Il faut reconnaître au Pape, qui aujourd’hui renonce, une impressionnante connaissance théologique, une intelligence méditative réelle et sincère. Il est fondamentalement catholique, profondément convaincu, avec un souci permanent de cohérence. Les premières années de son pontificat révéleront d’ailleurs les défauts de ses qualités au gré des relations avec le monde de la communication et des médias. Benoît XVI pense de l’intérieur, s’exprime en théologien féru de textes et de traditions, et quelques-uns de ses propos publics seront marqués du double sceau de la cohérence catholique et de la maladresse médiatique. Il passera lui-même du temps, ainsi que ses conseillers et représentants, à redire, réexpliquer, contextualiser un propos, une formule, un discours. Il ne fut pas un Pape des médias, mais bien un Pape de l’Ecriture, fidèle aux normes à rappeler, bien davantage qu’interpellé par les défis contemporains à relever.

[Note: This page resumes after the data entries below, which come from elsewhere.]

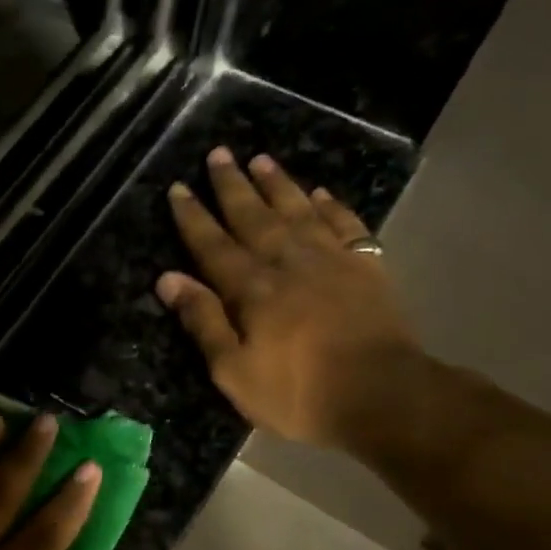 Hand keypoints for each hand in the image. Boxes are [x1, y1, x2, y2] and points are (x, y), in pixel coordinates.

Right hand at [158, 146, 421, 447]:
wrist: (382, 396)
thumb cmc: (297, 392)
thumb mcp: (234, 370)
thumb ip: (203, 321)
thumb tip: (168, 279)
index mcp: (252, 289)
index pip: (213, 245)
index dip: (193, 217)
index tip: (178, 187)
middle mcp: (289, 263)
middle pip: (254, 217)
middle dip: (232, 186)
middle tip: (218, 154)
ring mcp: (332, 261)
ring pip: (299, 211)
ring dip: (278, 184)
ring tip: (261, 159)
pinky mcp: (367, 268)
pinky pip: (346, 225)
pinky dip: (332, 206)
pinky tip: (321, 193)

Sa scrupuleuse cohérence l’a mené à affirmer des positions qui ont choqué à l’intérieur même de la famille chrétienne. Pour lui, au fond, la Vérité, et le seul vrai Salut, ne pouvaient être envisagés hors de l’Eglise catholique. Le dialogue avec les protestants, les orthodoxes, ou autres Églises chrétiennes était certes nécessaire et positif mais il ne devait pas faire oublier cette vérité. De fait, le dialogue avec les traditions monothéistes juive et musulmane, et au-delà avec l’hindouisme et le bouddhisme, était abordé avec la même cohérence : ces spiritualités et ces religions peuvent bien receler une part de vérité, elles ne sont en aucun cas des voies pour le salut des âmes. Le dialogue peut donc avoir pour objectif de discuter de principes éthiques communs, des pratiques respectives, ou des réalités sociales mais il ne peut être question de relativiser le fondement de vérité que seule l’Eglise catholique possède et incarne. Une position somme toute cohérente en amont, et logiquement – et dogmatiquement – exclusiviste en aval. Le Pape a ainsi incarné la cohérence fermée, et troublante, de l’esprit dogmatique : le dialogue interreligieux en devenait naturellement biaisé, dénaturé, presque inutile sinon sous l’angle de la compétition missionnaire ou de la comparaison des bonnes ou mauvaises pratiques.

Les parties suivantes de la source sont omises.